High dynamic range, heterogeneous, terahertz quantum cascade lasers featuring thermally-tunable frequency comb operation over a broad current range
Katia Garrasi, Francesco P. Mezzapesa, Luca Salemi, Lianhe Li, Luigi, Consolino, Saverio Bartalini, Paolo De Natale, A. Giles Davies, Edmund H., Linfield, Miriam S. Vitiello

TL;DR
This paper presents broadband terahertz quantum cascade lasers with a large current dynamic range that operate as stable, tunable frequency combs, enabling advanced spectroscopy applications.
Contribution
The work introduces a heterogeneous active region scheme for broadband THz QCLs with unprecedented current and frequency comb stability and tunability.
Findings
Achieved a 1.3 THz bandwidth with a 3.2 current density dynamic range.
Demonstrated stable frequency comb operation over 106 mA current range.

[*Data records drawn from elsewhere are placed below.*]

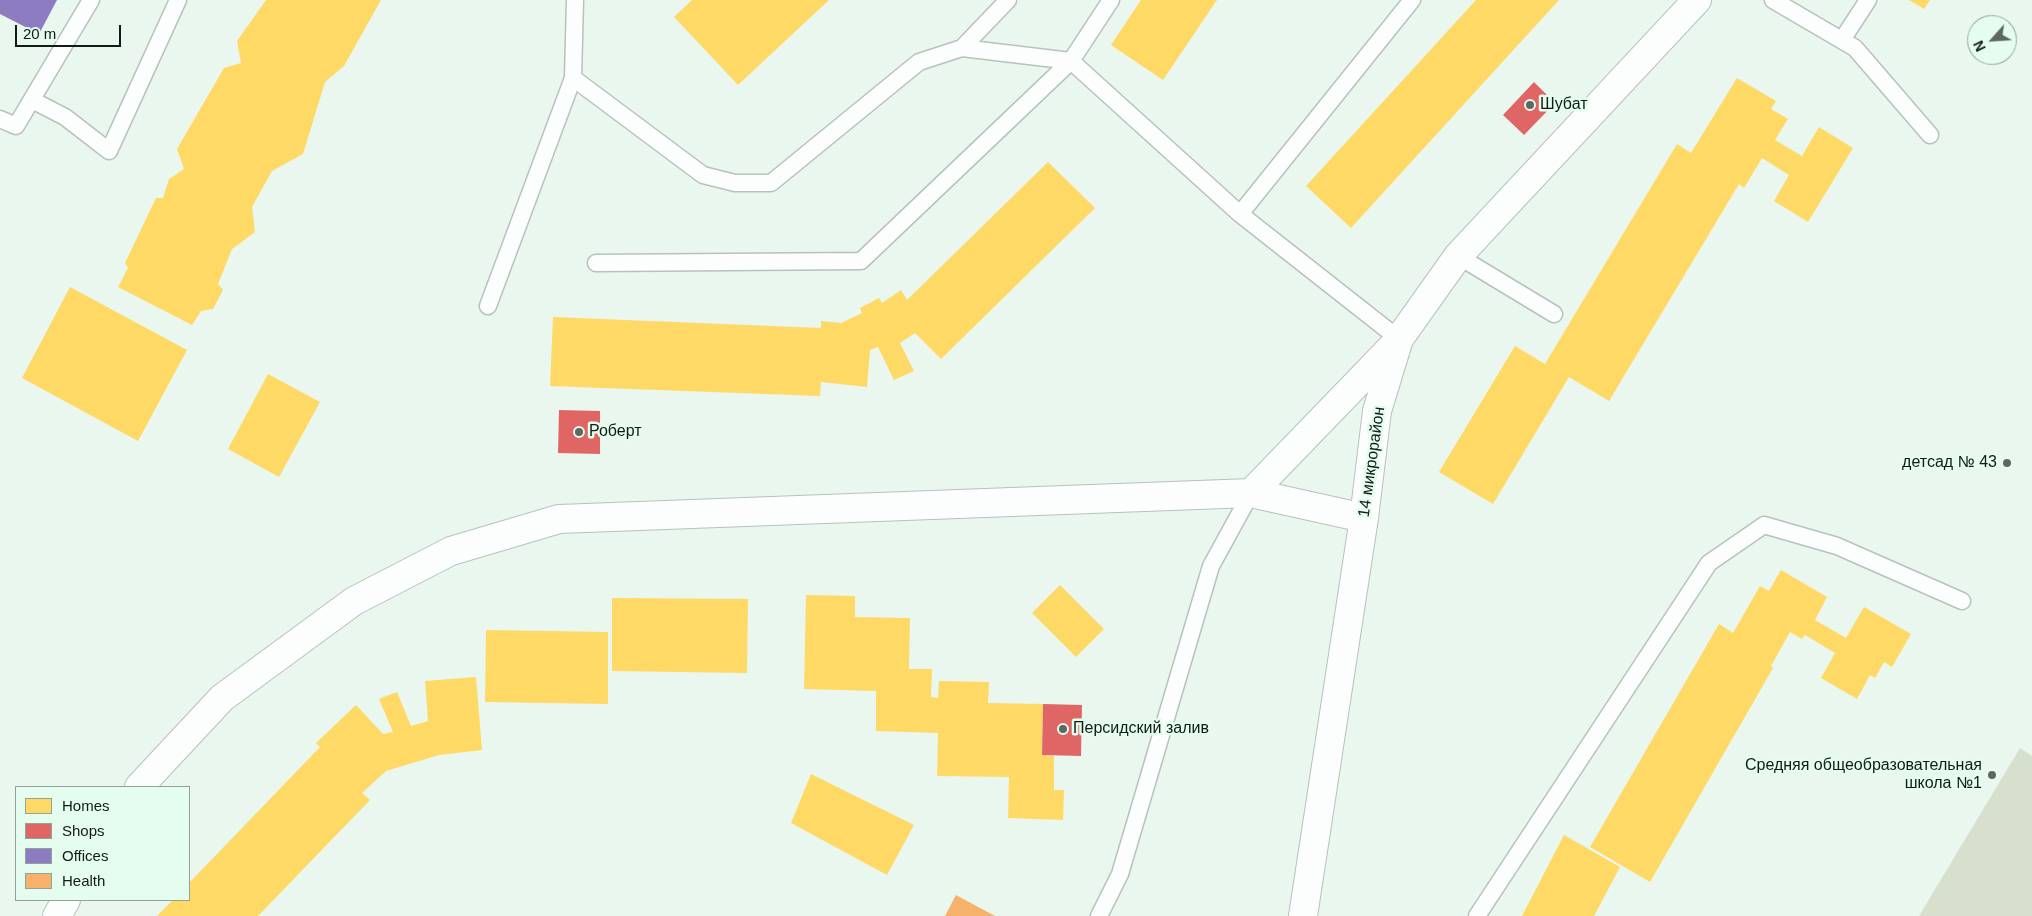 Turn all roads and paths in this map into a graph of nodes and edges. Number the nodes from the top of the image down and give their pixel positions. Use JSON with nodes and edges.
{"nodes":[{"id":1,"x":92,"y":0,"type":"edge"},
{"id":2,"x":178,"y":0,"type":"edge"},
{"id":3,"x":575,"y":0,"type":"edge"},
{"id":4,"x":1008,"y":0,"type":"edge"},
{"id":5,"x":1111,"y":0,"type":"edge"},
{"id":6,"x":1412,"y":0,"type":"edge"},
{"id":7,"x":1697,"y":0,"type":"edge"},
{"id":8,"x":1773,"y":0,"type":"edge"},
{"id":9,"x":1868,"y":0,"type":"edge"},
{"id":10,"x":1842,"y":40,"type":"junction"},
{"id":11,"x":962,"y":48,"type":"junction"},
{"id":12,"x":1071,"y":61,"type":"junction"},
{"id":13,"x":573,"y":78,"type":"junction"},
{"id":14,"x":32,"y":100,"type":"junction"},
{"id":15,"x":0,"y":119,"type":"edge"},
{"id":16,"x":1930,"y":135,"type":"dead end"},
{"id":17,"x":1240,"y":214,"type":"junction"},
{"id":18,"x":1458,"y":256,"type":"junction"},
{"id":19,"x":596,"y":263,"type":"dead end"},
{"id":20,"x":488,"y":306,"type":"dead end"},
{"id":21,"x":1554,"y":314,"type":"dead end"},
{"id":22,"x":1399,"y":339,"type":"junction"},
{"id":23,"x":1251,"y":493,"type":"junction"},
{"id":24,"x":1364,"y":518,"type":"junction"},
{"id":25,"x":1962,"y":600,"type":"dead end"},
{"id":26,"x":140,"y":786,"type":"edge"},
{"id":27,"x":65,"y":901,"type":"edge"},
{"id":28,"x":57,"y":916,"type":"edge"},
{"id":29,"x":1098,"y":916,"type":"edge"},
{"id":30,"x":1303,"y":916,"type":"edge"},
{"id":31,"x":1477,"y":916,"type":"edge"}],
"edges":[{"from":1,"to":14,"type":"lane"},
{"from":2,"to":14,"type":"lane"},
{"from":3,"to":13,"type":"lane"},
{"from":4,"to":11,"type":"lane"},
{"from":5,"to":12,"type":"lane"},
{"from":6,"to":17,"type":"lane"},
{"from":7,"to":18,"type":"street","name":"14 микрорайон"},
{"from":8,"to":10,"type":"lane"},
{"from":9,"to":10,"type":"lane"},
{"from":10,"to":16,"type":"lane"},
{"from":11,"to":12,"type":"lane"},
{"from":11,"to":13,"type":"lane"},
{"from":12,"to":17,"type":"lane"},
{"from":12,"to":19,"type":"lane"},
{"from":13,"to":20,"type":"lane"},
{"from":14,"to":15,"type":"lane"},
{"from":17,"to":22,"type":"lane"},
{"from":18,"to":21,"type":"lane"},
{"from":18,"to":22,"type":"street","name":"14 микрорайон"},
{"from":22,"to":23,"type":"street"},
{"from":22,"to":24,"type":"street","name":"14 микрорайон"},
{"from":23,"to":24,"type":"street"},
{"from":23,"to":26,"type":"street"},
{"from":23,"to":29,"type":"lane"},
{"from":24,"to":30,"type":"street","name":"14 микрорайон"},
{"from":25,"to":31,"type":"lane"},
{"from":27,"to":28,"type":"street"}]}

Produced a maximum output power of 4 mW in continuous wave mode.
Abstract
We report on the engineering of broadband quantum cascade lasers (QCLs) emitting at Terahertz (THz) frequencies, which exploit a heterogeneous active region scheme and have a current density dynamic range (Jdr) of 3.2, significantly larger than the state of the art, over a 1.3 THz bandwidth. We demonstrate that the devised broadband lasers operate as THz optical frequency comb synthesizers in continuous wave, with a maximum optical output power of 4 mW (0.73 mW in the comb regime). Measurement of the intermode beatnote map reveals a clear dispersion-compensated frequency comb regime extending over a continuous 106 mA current range (current density dynamic range of 1.24), significantly larger than the state of the art reported under similar geometries, with a corresponding emission bandwidth of 1.05 THz ans a stable and narrow (4.15 KHz) beatnote detected with a signal-to-noise ratio of…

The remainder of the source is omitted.